Kitano's blind swordsman could use more cutting edge

Kitano's blind swordsman could use more cutting edge

The Blind Swordsman: Zatoichi

Dir.: Takeshi Kitano

R, 116 min.

Now showing at Regal Green Hills 16

The plot points are elemental, if not archetypal: a rural farming village is terrorized by rival clans when several strangers arrive, each harboring a secret agenda. A postmodern cousin of Kurosawa and Leone, actor/director Takeshi Kitano's The Blind Swordsman: Zatoichi reimagines the Japanese icon, a "sight-impaired" masseur whose remaining senses are honed to razor-sharp acuity.

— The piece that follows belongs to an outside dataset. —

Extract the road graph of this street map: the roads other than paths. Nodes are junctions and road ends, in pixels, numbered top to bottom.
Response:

The original Zatoichi, Katsu Shintaro, slashed and hacked his way through more than 20 features and a long-running television series. And though Kitano qualifies as something of an acquired taste among Western audiences, his darkly comic update has proven not only a massive hit in Japan, but also a festival favorite, garnering audience awards at both Venice and Toronto.

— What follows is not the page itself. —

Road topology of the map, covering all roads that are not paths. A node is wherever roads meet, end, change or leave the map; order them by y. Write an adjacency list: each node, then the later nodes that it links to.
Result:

Not surprisingly, Zatoichi is, at least on the surface, one of Kitano's most straightforward efforts to date. For extended stretches, the director curbs his more anarchic tendencies, but gradually the plot begins to fracture and fissure. The narrative hopscotches back and forth in time with little apparent motivation, while several scenes seem included solely for poetic impact. Even the many action sequences register as oddly hyper-stylized. Violence is swift, often unexpected and decisive, yet the resultant CGI-enhanced blood showers serve as much as aesthetic devices as signifiers of actual carnage.

The final showdown between Zatoichi and a seemingly invincible bodyguard is effectively preordained, but after carefully setting his numerous plot threads in motion, Kitano surrenders the film to layered digressions and meandering ellipses. The director is fascinated with narrative dead spots, those moments when almost anything can happen. The film's most rewarding touches are also its most idiosyncratic: several peasants' rhythmic fieldwork blending with the soundtrack, a hapless samurai apprentice circling a farmhouse in an uncomprehending frenzy, a geisha's slow, languid dance morphing from present to past and back again. Significantly, Zatoichi's climactic battle is soon upstaged by a riotous clog-dancing celebration—and then a clinching pratfall.

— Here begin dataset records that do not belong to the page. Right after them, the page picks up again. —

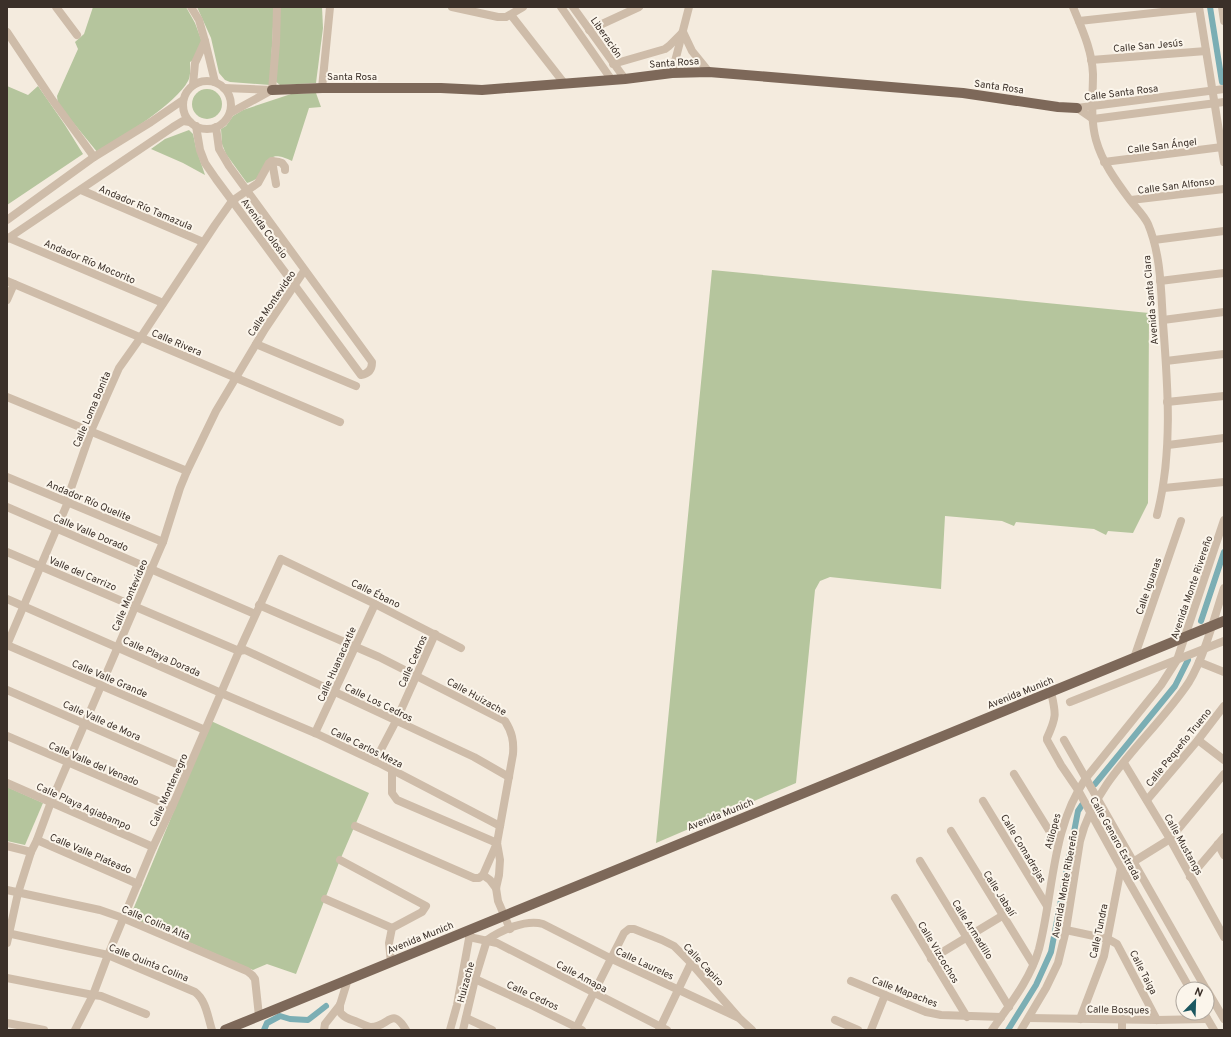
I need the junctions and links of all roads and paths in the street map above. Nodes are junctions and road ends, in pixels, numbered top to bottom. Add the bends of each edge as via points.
1 (56, 7) edge
2 (191, 7) edge
3 (277, 7) edge
4 (330, 7) edge
5 (452, 7) edge
6 (523, 7) edge
7 (561, 7) edge
8 (574, 7) edge
9 (639, 7) edge
10 (689, 7) edge
11 (1074, 7) edge
12 (1222, 7) edge
13 (1199, 8) edge
14 (511, 15) junction
15 (1079, 21) junction
16 (1224, 21) edge
17 (589, 30) junction
18 (7, 32) edge
19 (683, 32) junction
20 (77, 35) dead end
21 (205, 41) junction
22 (10, 44) edge
23 (1206, 51) junction
24 (1091, 60) junction
25 (613, 64) junction
26 (709, 72) junction
27 (672, 73) junction
28 (625, 79) junction
29 (611, 80) junction
30 (214, 82) junction
31 (564, 83) junction
32 (193, 85) junction
33 (224, 88) junction
34 (322, 88) junction
35 (1224, 89) edge
36 (272, 90) junction
37 (1212, 90) junction
38 (183, 100) junction
39 (1224, 102) edge
40 (1215, 103) junction
41 (1092, 106) junction
42 (1077, 108) junction
43 (230, 113) junction
44 (1093, 119) junction
45 (193, 124) junction
46 (216, 127) junction
47 (1222, 147) junction
48 (94, 157) junction
49 (272, 162) junction
50 (1104, 162) junction
51 (1224, 162) edge
52 (285, 170) dead end
53 (276, 184) dead end
54 (1224, 189) edge
55 (81, 190) junction
56 (247, 192) junction
57 (1130, 200) junction
58 (232, 201) junction
59 (7, 220) edge
60 (1224, 231) edge
61 (8, 238) edge
62 (1154, 240) junction
63 (203, 242) junction
64 (304, 271) junction
65 (1224, 274) edge
66 (1160, 281) junction
67 (11, 283) edge
68 (295, 286) junction
69 (7, 300) edge
70 (163, 303) junction
71 (1224, 312) edge
72 (1163, 320) junction
73 (141, 337) junction
74 (256, 344) junction
75 (1224, 354) edge
76 (1166, 361) junction
77 (236, 378) junction
78 (356, 386) dead end
79 (1224, 396) edge
80 (7, 397) edge
81 (1167, 402) junction
82 (340, 422) dead end
83 (91, 431) junction
84 (1224, 438) edge
85 (1168, 445) junction
86 (187, 471) junction
87 (7, 476) edge
88 (1224, 482) edge
89 (1164, 488) junction
90 (68, 502) junction
91 (7, 507) edge
92 (1157, 515) dead end
93 (1224, 520) edge
94 (1181, 521) dead end
95 (57, 529) junction
96 (163, 542) junction
97 (7, 552) edge
98 (280, 559) joint
99 (41, 566) junction
100 (151, 569) junction
101 (1224, 588) edge
102 (7, 599) edge
103 (259, 604) junction
104 (375, 604) junction
105 (24, 606) junction
106 (135, 607) junction
107 (255, 614) junction
108 (1224, 621) edge
109 (1211, 626) junction
110 (435, 634) junction
111 (1184, 637) junction
112 (1224, 641) edge
113 (7, 645) edge
114 (355, 646) junction
115 (118, 647) junction
116 (461, 648) dead end
117 (1204, 649) junction
118 (238, 651) junction
119 (1134, 658) junction
120 (1177, 660) junction
121 (1200, 662) junction
122 (1224, 672) edge
123 (416, 676) junction
124 (101, 686) junction
125 (7, 690) edge
126 (335, 692) junction
127 (1051, 692) junction
128 (221, 693) junction
129 (1070, 702) dead end
130 (1224, 706) edge
131 (396, 721) junction
132 (85, 724) junction
133 (205, 730) junction
134 (315, 732) junction
135 (7, 736) edge
136 (1064, 740) dead end
137 (1198, 740) junction
138 (1224, 760) edge
139 (375, 761) junction
140 (68, 763) junction
141 (1124, 763) junction
142 (188, 769) junction
143 (392, 770) junction
144 (1014, 774) dead end
145 (1224, 774) edge
146 (509, 776) junction
147 (1086, 778) junction
148 (7, 783) edge
149 (1078, 790) junction
150 (1097, 800) junction
151 (1147, 800) junction
152 (983, 801) dead end
153 (51, 802) junction
154 (172, 807) junction
155 (1090, 812) junction
156 (354, 826) dead end
157 (500, 826) junction
158 (951, 832) dead end
159 (1224, 837) edge
160 (1170, 839) junction
161 (37, 840) junction
162 (497, 843) junction
163 (1218, 844) junction
164 (7, 846) edge
165 (1058, 846) junction
166 (153, 847) junction
167 (31, 852) junction
168 (1224, 855) edge
169 (340, 860) dead end
170 (920, 861) dead end
171 (1133, 862) junction
172 (1121, 868) junction
173 (481, 877) junction
174 (1190, 877) junction
175 (138, 884) junction
176 (496, 888) junction
177 (7, 890) edge
178 (18, 893) junction
179 (895, 898) dead end
180 (325, 899) dead end
181 (1047, 906) junction
182 (504, 916) junction
183 (1002, 916) junction
184 (124, 918) junction
185 (392, 928) junction
186 (510, 929) junction
187 (1066, 930) junction
188 (8, 933) edge
189 (470, 933) junction
190 (967, 937) junction
191 (1224, 937) edge
192 (1108, 939) junction
193 (488, 940) junction
194 (7, 942) edge
195 (108, 955) junction
196 (610, 958) junction
197 (931, 959) junction
198 (391, 962) junction
199 (692, 963) junction
200 (1033, 964) junction
201 (465, 965) junction
202 (478, 968) junction
203 (7, 978) edge
204 (348, 979) junction
205 (475, 979) junction
206 (851, 981) dead end
207 (1185, 981) edge
208 (1202, 981) edge
209 (678, 990) junction
210 (593, 993) junction
211 (93, 995) junction
212 (886, 995) junction
213 (1215, 1004) edge
214 (340, 1005) junction
215 (457, 1005) junction
216 (1009, 1007) junction
217 (468, 1009) junction
218 (146, 1014) dead end
219 (260, 1016) junction
220 (967, 1017) junction
221 (1001, 1017) junction
222 (466, 1018) junction
223 (739, 1018) junction
224 (1029, 1018) junction
225 (1080, 1018) junction
226 (1122, 1019) junction
227 (1175, 1019) edge
228 (1224, 1019) edge
229 (835, 1020) dead end
230 (1157, 1020) junction
231 (1209, 1021) edge
232 (7, 1022) edge
233 (578, 1029) edge
234 (662, 1029) edge
235 (44, 1030) edge
236 (75, 1030) edge
237 (212, 1030) edge
238 (224, 1030) edge
239 (324, 1030) edge
240 (406, 1030) edge
241 (450, 1030) edge
242 (463, 1030) edge
243 (492, 1030) edge
244 (752, 1030) edge
245 (858, 1030) edge
246 (871, 1030) edge
247 (992, 1030) edge
248 (1021, 1030) edge
249 (1122, 1030) edge
250 (1214, 1030) edge

1 - 20 street
2 - 21 street via 199,20
3 - 36 street
4 - 34 street
5 - 14 street via 498,17
6 - 14 street
7 - 29 street
8 - 17 street, Liberación
9 - 17 street
10 - 19 street
11 - 15 street, Avenida Santa Clara
12 - 16 street
13 - 15 street
13 - 23 street
14 - 31 street
15 - 24 street, Avenida Santa Clara via 1087,38
17 - 25 street, Liberación
18 - 22 street
19 - 25 street via 664,49
19 - 26 street via 692,51
19 - 27 street
21 - 30 street
21 - 32 street via 195,63
22 - 48 street
23 - 24 street, Calle San Jesús
23 - 37 street
24 - 41 street, Avenida Santa Clara
25 - 28 street, Liberación
26 - 27 main road, Santa Rosa
26 - 42 main road, Santa Rosa via 963,93
27 - 28 main road, Santa Rosa
28 - 29 main road, Santa Rosa
29 - 31 main road, Santa Rosa
30 - 32 street
30 - 33 street
31 - 34 main road, Santa Rosa via 482,90
32 - 38 street
33 - 36 street
33 - 43 street via 231,100
34 - 36 main road, Santa Rosa
35 - 37 street, Calle Santa Rosa
36 - 43 street
37 - 40 street
37 - 41 street, Calle Santa Rosa
38 - 45 street via 185,116
38 - 48 street
39 - 40 street
40 - 44 street
40 - 47 street
41 - 42 street, Calle Santa Rosa
41 - 44 street, Avenida Santa Clara
42 - 44 street, Calle Santa Rosa
43 - 46 street via 222,124
44 - 50 street, Avenida Santa Clara via 1095,138
45 - 46 street via 209,129
45 - 55 street via 183,121
45 - 58 street, Avenida Colosio via 205,163
46 - 56 street, Avenida Colosio via 219,149
47 - 50 street, Calle San Ángel
47 - 51 street
48 - 59 street
49 - 52 street via 282,163
49 - 53 street
49 - 56 street via 264,169 258,183
50 - 57 street, Avenida Santa Clara
54 - 57 street, Calle San Alfonso
55 - 61 street
55 - 63 street, Andador Río Tamazula
56 - 58 street
56 - 64 street, Avenida Colosio
57 - 62 street, Avenida Santa Clara via 1147,222
58 - 63 street, Calle Loma Bonita
58 - 68 street, Avenida Colosio
60 - 62 street
61 - 70 street, Andador Río Mocorito
62 - 66 street, Avenida Santa Clara
63 - 70 street, Calle Loma Bonita
64 - 68 street, Calle Montevideo
64 - 68 street, Avenida Colosio via 372,362 369,372 361,375
65 - 66 street
66 - 72 street, Avenida Santa Clara
67 - 69 street
67 - 73 street, Calle Rivera
68 - 74 street, Calle Montevideo
70 - 73 street, Calle Loma Bonita
71 - 72 street
72 - 76 street, Avenida Santa Clara
73 - 77 street, Calle Rivera
73 - 83 street, Calle Loma Bonita via 119,368
74 - 77 street, Calle Montevideo
74 - 78 street
75 - 76 street
76 - 81 street, Avenida Santa Clara
77 - 82 street, Calle Rivera
77 - 86 street, Calle Montevideo via 216,411
79 - 81 street
80 - 83 street
81 - 85 street, Avenida Santa Clara
83 - 86 street
83 - 90 street, Calle Loma Bonita
84 - 85 street
85 - 89 street, Avenida Santa Clara
86 - 96 street, Calle Montevideo
87 - 90 street, Andador Río Quelite
88 - 89 street
89 - 92 street, Avenida Santa Clara
90 - 95 street, Calle Loma Bonita
90 - 96 street, Andador Río Quelite
91 - 95 street, Calle Valle Dorado
93 - 111 street, Avenida Monte Rivereño
94 - 119 street, Calle Iguanas
95 - 99 street, Calle Loma Bonita
95 - 100 street, Calle Valle Dorado
96 - 100 street, Calle Montevideo
97 - 99 street, Valle del Carrizo
98 - 103 street, Calle Montenegro
98 - 104 street, Calle Ébano
99 - 105 street, Calle Loma Bonita
99 - 106 street, Valle del Carrizo
100 - 106 street, Calle Montevideo
100 - 107 street, Calle Valle Dorado
101 - 109 street
102 - 105 street, Calle Playa Dorada
103 - 107 street, Calle Montenegro
103 - 114 street, Calle Huizache
104 - 110 street, Calle Ébano
104 - 114 street, Calle Huanacaxtle
105 - 113 street, Calle Loma Bonita
105 - 115 street, Calle Playa Dorada
106 - 115 street, Calle Montevideo
106 - 118 street, Valle del Carrizo
107 - 118 street, Calle Montenegro
108 - 109 main road, Avenida Munich
109 - 111 main road, Avenida Munich
109 - 117 street
110 - 116 street, Calle Ébano
110 - 123 street, Calle Cedros
111 - 119 main road, Avenida Munich
111 - 120 street, Avenida Monte Rivereño
112 - 117 street
113 - 124 street, Calle Valle Grande
114 - 123 street, Calle Huizache
114 - 126 street, Calle Huanacaxtle
115 - 124 street, Calle Montevideo
115 - 128 street, Calle Playa Dorada
117 - 120 street
117 - 121 street, Avenida Monte Ribereño
118 - 126 street, Calle Los Cedros via 245,650
118 - 128 street, Calle Montenegro
119 - 127 main road, Avenida Munich
120 - 129 street
120 - 147 street, Atilopes via 1161,685
121 - 122 street
121 - 141 street, Avenida Monte Ribereño via 1183,690
123 - 131 street, Calle Cedros
123 - 146 street, Calle Huizache via 505,721 514,742
124 - 132 street, Calle Montevideo
124 - 133 street, Calle Valle Grande
125 - 132 street, Calle Valle de Mora
126 - 131 street, Calle Los Cedros
126 - 134 street, Calle Huanacaxtle
127 - 149 street, Calle Genaro Estrada via 1056,713 1047,738
127 - 182 main road, Avenida Munich
128 - 133 street, Calle Montenegro
128 - 134 street, Calle Carlos Meza
130 - 137 street, Calle Pequeño Trueno
131 - 139 street, Calle Cedros
131 - 146 street, Calle Los Cedros
132 - 140 street, Calle Montevideo
132 - 142 street, Calle Valle de Mora
133 - 142 street, Calle Montenegro
134 - 139 street, Calle Carlos Meza
135 - 140 street, Calle Valle del Venado
136 - 147 street, Calle Genaro Estrada
137 - 138 street
137 - 151 street, Calle Pequeño Trueno
139 - 143 street, Calle Carlos Meza
140 - 153 street, Calle Montevideo
140 - 154 street, Calle Valle del Venado
141 - 150 street, Avenida Monte Ribereño
141 - 151 street, Calle Mustangs
142 - 154 street, Calle Montenegro
143 - 157 street, Calle Carlos Meza
143 - 162 street via 392,793 397,800
144 - 165 street
145 - 160 street
146 - 157 street, Calle Huizache
147 - 149 street, Atilopes
147 - 150 street, Calle Genaro Estrada
148 - 153 street, Calle Playa Agiabampo
149 - 155 street, Calle Genaro Estrada
149 - 165 street, Atilopes
150 - 155 street, Avenida Monte Ribereño
150 - 171 street, Calle Genaro Estrada
151 - 160 street, Calle Mustangs
152 - 181 street, Calle Comadrejas
153 - 161 street, Calle Montevideo
153 - 166 street, Calle Playa Agiabampo
154 - 166 street, Calle Montenegro
155 - 172 street, Calle Genaro Estrada
155 - 187 street, Avenida Monte Ribereño via 1080,841
156 - 173 street via 474,878
157 - 162 street, Calle Huizache
158 - 183 street, Calle Jabalí
159 - 163 street
160 - 171 street
160 - 174 street, Calle Mustangs
161 - 167 street, Calle Montevideo
161 - 175 street, Calle Valle Plateado
162 - 173 street
162 - 176 street, Calle Huizache via 500,860
163 - 168 street
163 - 174 street
164 - 167 street
165 - 181 street, Atilopes
166 - 175 street, Calle Montenegro
167 - 178 street, Calle Montevideo
169 - 185 street via 425,904 426,908 422,912
170 - 190 street, Calle Armadillo
171 - 208 street, Calle Genaro Estrada
172 - 192 street, Calle Tundra
172 - 207 street, Calle Genaro Estrada
173 - 176 street via 490,880
174 - 191 street, Calle Mustangs
175 - 184 street, Calle Montenegro
176 - 182 street, Calle Huizache
177 - 178 street, Calle Colina Alta
178 - 184 street, Calle Colina Alta via 100,910
178 - 188 street, Calle Montevideo
179 - 197 street, Calle Vizcochos
180 - 185 street
181 - 200 street, Atilopes
182 - 186 street, Calle Huizache
182 - 189 main road, Avenida Munich
183 - 190 street
183 - 200 street, Calle Jabalí
184 - 195 street, Calle Montenegro
184 - 219 street, Calle Colina Alta via 247,971 252,975 257,988
185 - 198 street via 389,942
186 - 193 street
186 - 196 street, Calle Laureles via 534,922 543,924
187 - 192 street
187 - 224 street, Avenida Monte Ribereño via 1058,963
188 - 194 street, Calle Montevideo
188 - 195 street, Calle Quinta Colina
189 - 193 street, Calle Amapa
189 - 198 main road, Avenida Munich
189 - 201 street, Huizache
190 - 197 street
190 - 216 street, Calle Armadillo
192 - 225 street, Calle Tundra via 1102,964
192 - 230 street, Calle Taiga via 1119,946
193 - 202 street, Huizache
193 - 210 street, Calle Amapa
195 - 211 street, Calle Montenegro
195 - 237 street, Calle Quinta Colina via 200,995
196 - 199 street, Calle Capiro via 624,933 634,929 674,946
196 - 209 street, Calle Laureles
196 - 210 street
197 - 220 street, Calle Vizcochos
198 - 204 main road, Avenida Munich
199 - 209 street
199 - 223 street, Calle Capiro
200 - 216 street, Atilopes
201 - 202 street
201 - 215 street, Huizache
202 - 205 street, Huizache
203 - 211 street
204 - 214 street
204 - 219 main road, Avenida Munich
205 - 217 street, Huizache
205 - 233 street, Calle Cedros
206 - 212 street, Calle Mapaches
209 - 223 street, Calle Laureles
209 - 234 street
210 - 233 street
210 - 234 street, Calle Amapa
211 - 218 street
211 - 236 street, Calle Montenegro
212 - 220 street, Calle Mapaches via 926,1012
212 - 246 street
213 - 228 street, Calle Genaro Estrada
214 - 239 street via 325,1024
214 - 240 street via 340,1012 344,1016 369,1027 395,1018 400,1020
215 - 217 street
215 - 241 street, Huizache
216 - 221 street, Atilopes
217 - 222 street, Huizache
219 - 238 main road, Avenida Munich
220 - 221 street, Calle Mapaches
221 - 247 street, Atilopes
222 - 242 street, Huizache
222 - 243 street
223 - 244 street, Calle Capiro
224 - 225 street, Calle Bosques
224 - 248 street, Avenida Monte Ribereño
225 - 226 street, Calle Bosques
226 - 230 street, Calle Bosques
226 - 249 street
227 - 230 street, Calle Bosques
229 - 245 street
231 - 250 street
232 - 235 street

In past interviews, Kitano has claimed that he isn't much of a student of film, perhaps explaining his work's distinctive, off-center rhythm, the sense of cinema being created anew. Tellingly, many of the director's comic sequences recall silent-era or slapstick routines. Unencumbered by ingrained, often unquestioned filmic conventions, even Kitano's weakest efforts have a winning freshness. Meanwhile, his strongest features benefit from a formal tension between generic expectations, his background in television and art-cinema flights of surrealism. In both the yakuza idyll Sonatine and the road-movie pastiche Kikujiro, the director's characteristic digressions build almost imperceptibly, accruing considerable emotional heft.

By contrast, Zatoichi registers more as a collection of bits—many of which admittedly are quite wonderful. Kitano portrays the swordsman as a coolly detached "observer," wryly weighing and evaluating the ongoing power struggle from a remove. With something of an enigma at its center, the film's supporting characters often appear more human and fully developed, notably Guadacanal Taka as a blundering gambler cast as Zatoichi's comic sidekick. Unfortunately, much like his onscreen counterpart, the director doesn't appear fully invested in the proceedings. Initiated at the behest of a former mentor, Kitano's entertaining, often dazzling film ultimately lacks the stylistic frisson of his more personal work. If anything, it's not idiosyncratic enough.